One great landmark in John Chambers's life was his visit to Europe in 1830. His excessive labors and long-continued use of his voice in public discourse compelled him to cease both preaching and pastoral work. As he said in 1875:

"In the year 1830 I lost my voice so that I could not have been heard twenty paces from where I am now if you had given me the world. My physician ordered me away and I was gone fourteen months. When the announcement was made to my brethren that I had to go they instantly made arrangements. They put into my purse twenty-five hundred dollars, and into the hand of my dear friend and brother, Rev. Dr. Ludlow, the father of Judge Ludlow, one thousand dollars to preach on the Sabbath for one year, making thirty-five hundred dollars down at once. It was a noble and generous act on their part".

Such generosity was as surprising to the young pastor as it was creditable to the people themselves. To see the great ocean and the Old World at a time of the fullness of his manly vigor and professional success, travelling in a first-class steamer, compelled contrast with his first crossing of the ocean as a helpless baby and with a father who was an exile and political refugee. In England he was so fortunate as to see the royal maiden who had just been in 1830 made heiress presumptive to the Crown on the accession of William IV. Possibly it was at this time that he made the acquaintance of Richard Vaux, then secretary of the American legation, whom I remember well in his later life as a prominent Democratic politician and mayor of the city of Philadelphia. With his long, flowing, curled hair,—pronounced dress and astonishing necktie, Mr. Vaux was a picturesque figure in the Quaker City. He often boasted of having danced with the lady who became Queen Victoria, though this was before she assumed the crown on June 28th, 1838. While in Scotland Mr. Chambers visited the Free Mason's lodges and enjoyed the mysteries of the Scottish rite. In Ireland he visited his native place, Stewartstown, the house in which he was born, and the prison in which his father had been incarcerated and from which he escaped. He was absent in all fourteen months, and came back refreshed in body and enlarged in mind.

In physical righteousness John Chambers stood before his boys and young men as an inspiring exemplar. He neither "drank, chewed, smoked, or swore." For fifty years he put to confusion those who preached the necessity or justified the use of alcohol or tobacco. Over six feet high, in superb health and vigor, always invitingly clean in person, he reinforced every day the teaching of good fathers and mothers who strove to lead their sons to noble manhood.


CHAPTER IX.
THE MASTER OF HEARTS.

In John Chambers, sanctified common sense was combined with spiritual fervor. As a young pastor, he had right ideas about finance and the honest support of a church. Money was needed for the salaries and expenses of keeping the edifice comfortable and in repair. Before the first year had passed by, it was evident to the "Chamberites", that a new building would be necessary, even if the law suit had gone in their favor. The voices of the croakers and prophets of evil, at first loud and thunderous, had sunk to the "peep and mutter" stage and were rapidly approaching silence.
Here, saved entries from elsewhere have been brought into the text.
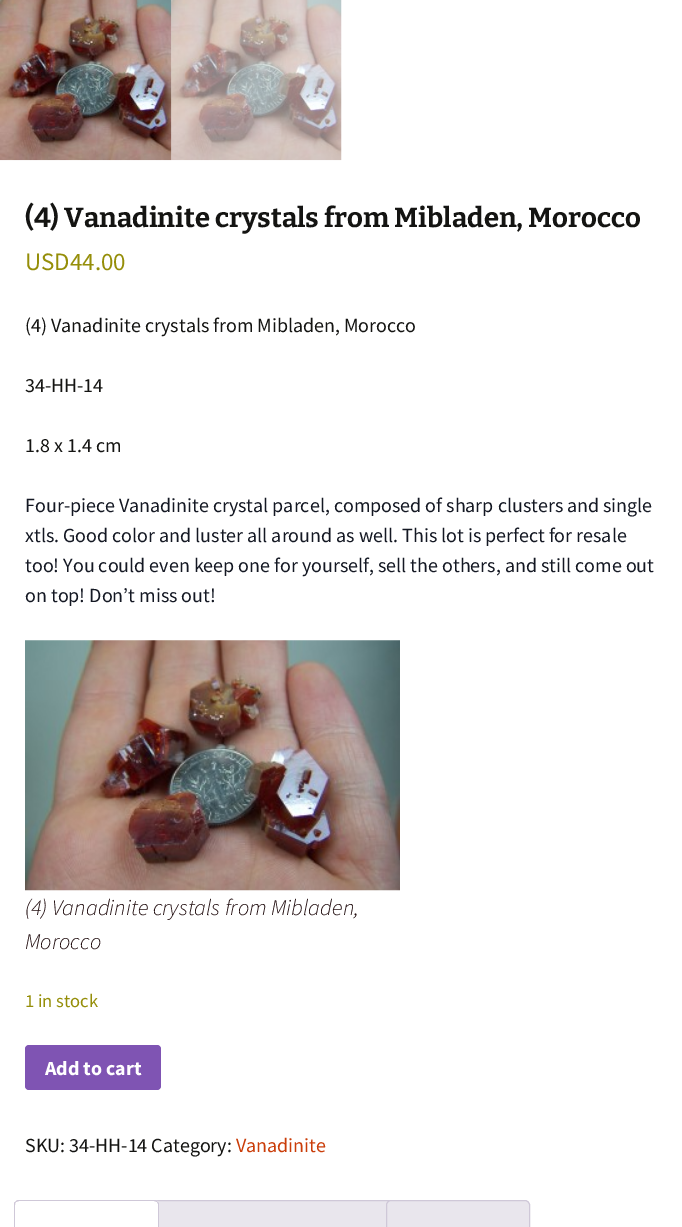 %!PS
<< /PageSize [682 1227] >> setpagedevice
/roundrect { 5 dict begin { /r /h /w /y /x } { exch def } forall
  x r add y moveto x w add y 2 copy h add r arct x w add y h add x 1 index r arct
  x y h add x y r arct x y 2 copy exch w add exch r arct closepath end } def
/picture { 5 dict begin { /h /w /y /x /name } { exch def } forall
  gsave x y translate w h scale
  w h 8 [w 0 0 h 0 0] name (r) file false 3 colorimage grestore end } def
0 1227 translate 1 -1 scale
4 setmiterlimit
1 setgray
0 0 682 1227 rectfill
(img1.rgb) 0 0 172 161 picture
(img2.rgb) 171 0 171 161 picture
/Bitter-Thin [27.5 0 0 -27.5 0 0] selectfont
0.078 0.078 0.071 setrgbcolor
25 227 moveto (\(4\) Vanadinite crystals from Mibladen, Morocco) show
/SourceSansPro-Regular [25 0 0 -25 0 0] selectfont
0.584 0.557 0.035 setrgbcolor
25 270 moveto (USD44.00) show
/SourceSansPro-Regular [20 0 0 -20 0 0] selectfont
0.078 0.078 0.071 setrgbcolor
25 332 moveto (\(4\) Vanadinite crystals from Mibladen, Morocco) show
25 392 moveto (34-HH-14) show
25 452 moveto (1.8 x 1.4 cm) show
0.078 0.094 0.137 setrgbcolor
25 512 moveto (Four-piece Vanadinite crystal parcel, composed of sharp clusters and single) show
25 542 moveto (xtls. Good color and luster all around as well. This lot is perfect for resale) show
25 572 moveto (too! You could even keep one for yourself, sell the others, and still come out) show
25 602 moveto (on top! Don’t miss out!) show
(img3.rgb) 25 640 375 251 picture
/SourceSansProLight-LightItalic [22.5 0 0 -22.5 0 0] selectfont
0.133 0.055 0.063 setrgbcolor
25 915 moveto (\(4\) Vanadinite crystals from Mibladen,) show
25 949 moveto (Morocco) show
/SourceSansPro-Regular [18.5 0 0 -18.5 0 0] selectfont
0.584 0.557 0.035 setrgbcolor
25 1007 moveto (1 in stock) show
0.498 0.329 0.702 setrgbcolor
25 1045 136 45 4 roundrect fill
/SourceSansPro-Bold [20 0 0 -20 0 0] selectfont
1 setgray
45 1075 moveto (Add to cart) show
/SourceSansPro-Regular [20 0 0 -20 0 0] selectfont
0.078 0.078 0.071 setrgbcolor
25 1152 moveto (SKU: 34-HH-14 Category:) show
0.792 0.235 0.031 setrgbcolor
236 1152 moveto (Vanadinite) show
0.914 0.902 0.929 setrgbcolor
newpath 155 1200.5 moveto 389 1200.5 lineto 391.5 1200.5 393.5 1202.5 393.5 1205 curveto 393.5 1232.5 lineto 150.5 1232.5 lineto 150.5 1205 lineto 150.5 1202.5 152.5 1200.5 155 1200.5 curveto closepath gsave fill grestore
0.812 0.784 0.847 setrgbcolor
stroke
1 setgray
newpath 19 1200 moveto 154 1200 lineto 157 1200 159 1202 159 1205 curveto 159 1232 lineto 14 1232 lineto 14 1205 lineto 14 1202 16 1200 19 1200 curveto closepath fill
0.812 0.784 0.847 setrgbcolor
newpath 19 1200 moveto 17 1200 16 1201 15 1202 curveto 16 1202 lineto 19 1201 lineto 154 1201 lineto 157 1202 lineto 157 1201 lineto 157 1200 155 1200 154 1200 curveto closepath fill
newpath 159 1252 moveto 157 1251 lineto 158 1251 lineto 158 1204 lineto 157 1202 lineto 157 1201 lineto 159 1203 lineto closepath fill
newpath 15 1202 moveto 14 1202 14 1204 14 1205 curveto 14 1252 lineto 15 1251 lineto 15 1205 lineto 15 1204 15 1203 16 1202 curveto closepath fill
0.914 0.902 0.929 setrgbcolor
newpath 391 1200.5 moveto 525 1200.5 lineto 527.5 1200.5 529.5 1202.5 529.5 1205 curveto 529.5 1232.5 lineto 386.5 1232.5 lineto 386.5 1205 lineto 386.5 1202.5 388.5 1200.5 391 1200.5 curveto closepath gsave fill grestore
0.812 0.784 0.847 setrgbcolor
stroke
showpage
In a new field, larger financial resources would be necessary, but from the first, only manly, honorable, and truly scriptural methods of providing revenue were employed. Never in all the history of the First Independent Church was there a fair or supper to which admittance was charged. Those methods of raising money, too often associated with religious societies, to the scandal of faith, the equipment of the jester, and the furnishing of the ungodly with excuse for self-righteousness, were tabooed by Mr. Chambers. He believed both that the laborer was worthy of his hire, and that men ought to pay for their religious privileges. He was so successful in this policy that within six years, having paid all debts, his people in the spring of 1830 bought at Broad and George (now Sansom) streets, that lot of land for four hundred dollars, which afterwards was sold for over four hundred thousand dollars. The land and house of worship, the subsequent enlargement and repairs, as well as the running expenses of the church, so long as it was independent, were paid for by subscriptions. "We have never in our lives," said John Chambers in 1875, "gone abroad for means to help us."

The region west of Broad street was then "out in the country". Green fields, or vacant lots, stretched to the Schuylkill River. At Broad and Market were the Water Works. When afterwards these were removed and the pumps and reservoir were established at Fairmount, four small parks, with their trees and green sward, made one of the city's breathing spaces. Even then Broad Street was considered the western boundary of the city of Philadelphia.